• [Task requirements] Nothing but an exact copy of the records below counts as the answer.

+---+

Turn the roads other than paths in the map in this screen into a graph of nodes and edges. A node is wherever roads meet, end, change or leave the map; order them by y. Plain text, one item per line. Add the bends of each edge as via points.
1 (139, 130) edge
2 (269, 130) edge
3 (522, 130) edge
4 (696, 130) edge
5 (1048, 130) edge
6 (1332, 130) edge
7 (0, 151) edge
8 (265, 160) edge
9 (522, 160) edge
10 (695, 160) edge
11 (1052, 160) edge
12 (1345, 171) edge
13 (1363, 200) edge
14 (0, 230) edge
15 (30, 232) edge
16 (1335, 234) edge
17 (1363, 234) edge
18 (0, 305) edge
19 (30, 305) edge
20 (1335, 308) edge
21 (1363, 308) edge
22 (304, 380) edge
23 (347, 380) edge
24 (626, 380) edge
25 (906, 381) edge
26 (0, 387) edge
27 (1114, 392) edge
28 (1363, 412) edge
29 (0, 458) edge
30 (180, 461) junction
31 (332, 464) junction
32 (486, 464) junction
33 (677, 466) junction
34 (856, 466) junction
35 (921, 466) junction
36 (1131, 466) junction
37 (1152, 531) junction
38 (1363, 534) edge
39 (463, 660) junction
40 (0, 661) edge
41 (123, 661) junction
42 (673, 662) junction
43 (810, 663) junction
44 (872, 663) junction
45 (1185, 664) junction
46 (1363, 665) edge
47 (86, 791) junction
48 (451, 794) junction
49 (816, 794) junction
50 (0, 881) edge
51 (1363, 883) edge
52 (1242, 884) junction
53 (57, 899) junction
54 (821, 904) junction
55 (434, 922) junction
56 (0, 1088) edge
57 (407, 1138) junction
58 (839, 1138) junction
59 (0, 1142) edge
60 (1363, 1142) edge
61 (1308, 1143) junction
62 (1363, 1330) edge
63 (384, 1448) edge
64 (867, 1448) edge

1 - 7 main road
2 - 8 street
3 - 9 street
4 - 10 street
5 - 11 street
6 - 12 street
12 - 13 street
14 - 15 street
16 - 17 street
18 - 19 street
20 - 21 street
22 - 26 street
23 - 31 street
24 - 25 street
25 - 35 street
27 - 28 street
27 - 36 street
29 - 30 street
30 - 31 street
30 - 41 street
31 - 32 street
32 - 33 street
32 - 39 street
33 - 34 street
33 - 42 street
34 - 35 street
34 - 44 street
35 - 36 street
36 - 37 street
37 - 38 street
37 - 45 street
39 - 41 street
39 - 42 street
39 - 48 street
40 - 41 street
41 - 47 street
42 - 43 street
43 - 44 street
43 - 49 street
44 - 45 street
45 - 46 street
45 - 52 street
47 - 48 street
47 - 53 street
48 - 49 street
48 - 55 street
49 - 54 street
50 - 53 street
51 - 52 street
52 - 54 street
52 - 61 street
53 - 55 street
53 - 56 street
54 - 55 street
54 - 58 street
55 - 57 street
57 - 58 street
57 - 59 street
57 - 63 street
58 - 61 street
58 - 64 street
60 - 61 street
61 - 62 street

+---+

• [Answer to this exercise]
Turn the roads other than paths in the map in this screen into a graph of nodes and edges. A node is wherever roads meet, end, change or leave the map; order them by y. Plain text, one item per line. Add the bends of each edge as via points.
1 (139, 130) edge
2 (269, 130) edge
3 (522, 130) edge
4 (696, 130) edge
5 (1048, 130) edge
6 (1332, 130) edge
7 (0, 151) edge
8 (265, 160) edge
9 (522, 160) edge
10 (695, 160) edge
11 (1052, 160) edge
12 (1345, 171) edge
13 (1363, 200) edge
14 (0, 230) edge
15 (30, 232) edge
16 (1335, 234) edge
17 (1363, 234) edge
18 (0, 305) edge
19 (30, 305) edge
20 (1335, 308) edge
21 (1363, 308) edge
22 (304, 380) edge
23 (347, 380) edge
24 (626, 380) edge
25 (906, 381) edge
26 (0, 387) edge
27 (1114, 392) edge
28 (1363, 412) edge
29 (0, 458) edge
30 (180, 461) junction
31 (332, 464) junction
32 (486, 464) junction
33 (677, 466) junction
34 (856, 466) junction
35 (921, 466) junction
36 (1131, 466) junction
37 (1152, 531) junction
38 (1363, 534) edge
39 (463, 660) junction
40 (0, 661) edge
41 (123, 661) junction
42 (673, 662) junction
43 (810, 663) junction
44 (872, 663) junction
45 (1185, 664) junction
46 (1363, 665) edge
47 (86, 791) junction
48 (451, 794) junction
49 (816, 794) junction
50 (0, 881) edge
51 (1363, 883) edge
52 (1242, 884) junction
53 (57, 899) junction
54 (821, 904) junction
55 (434, 922) junction
56 (0, 1088) edge
57 (407, 1138) junction
58 (839, 1138) junction
59 (0, 1142) edge
60 (1363, 1142) edge
61 (1308, 1143) junction
62 (1363, 1330) edge
63 (384, 1448) edge
64 (867, 1448) edge

1 - 7 main road
2 - 8 street
3 - 9 street
4 - 10 street
5 - 11 street
6 - 12 street
12 - 13 street
14 - 15 street
16 - 17 street
18 - 19 street
20 - 21 street
22 - 26 street
23 - 31 street
24 - 25 street
25 - 35 street
27 - 28 street
27 - 36 street
29 - 30 street
30 - 31 street
30 - 41 street
31 - 32 street
32 - 33 street
32 - 39 street
33 - 34 street
33 - 42 street
34 - 35 street
34 - 44 street
35 - 36 street
36 - 37 street
37 - 38 street
37 - 45 street
39 - 41 street
39 - 42 street
39 - 48 street
40 - 41 street
41 - 47 street
42 - 43 street
43 - 44 street
43 - 49 street
44 - 45 street
45 - 46 street
45 - 52 street
47 - 48 street
47 - 53 street
48 - 49 street
48 - 55 street
49 - 54 street
50 - 53 street
51 - 52 street
52 - 54 street
52 - 61 street
53 - 55 street
53 - 56 street
54 - 55 street
54 - 58 street
55 - 57 street
57 - 58 street
57 - 59 street
57 - 63 street
58 - 61 street
58 - 64 street
60 - 61 street
61 - 62 street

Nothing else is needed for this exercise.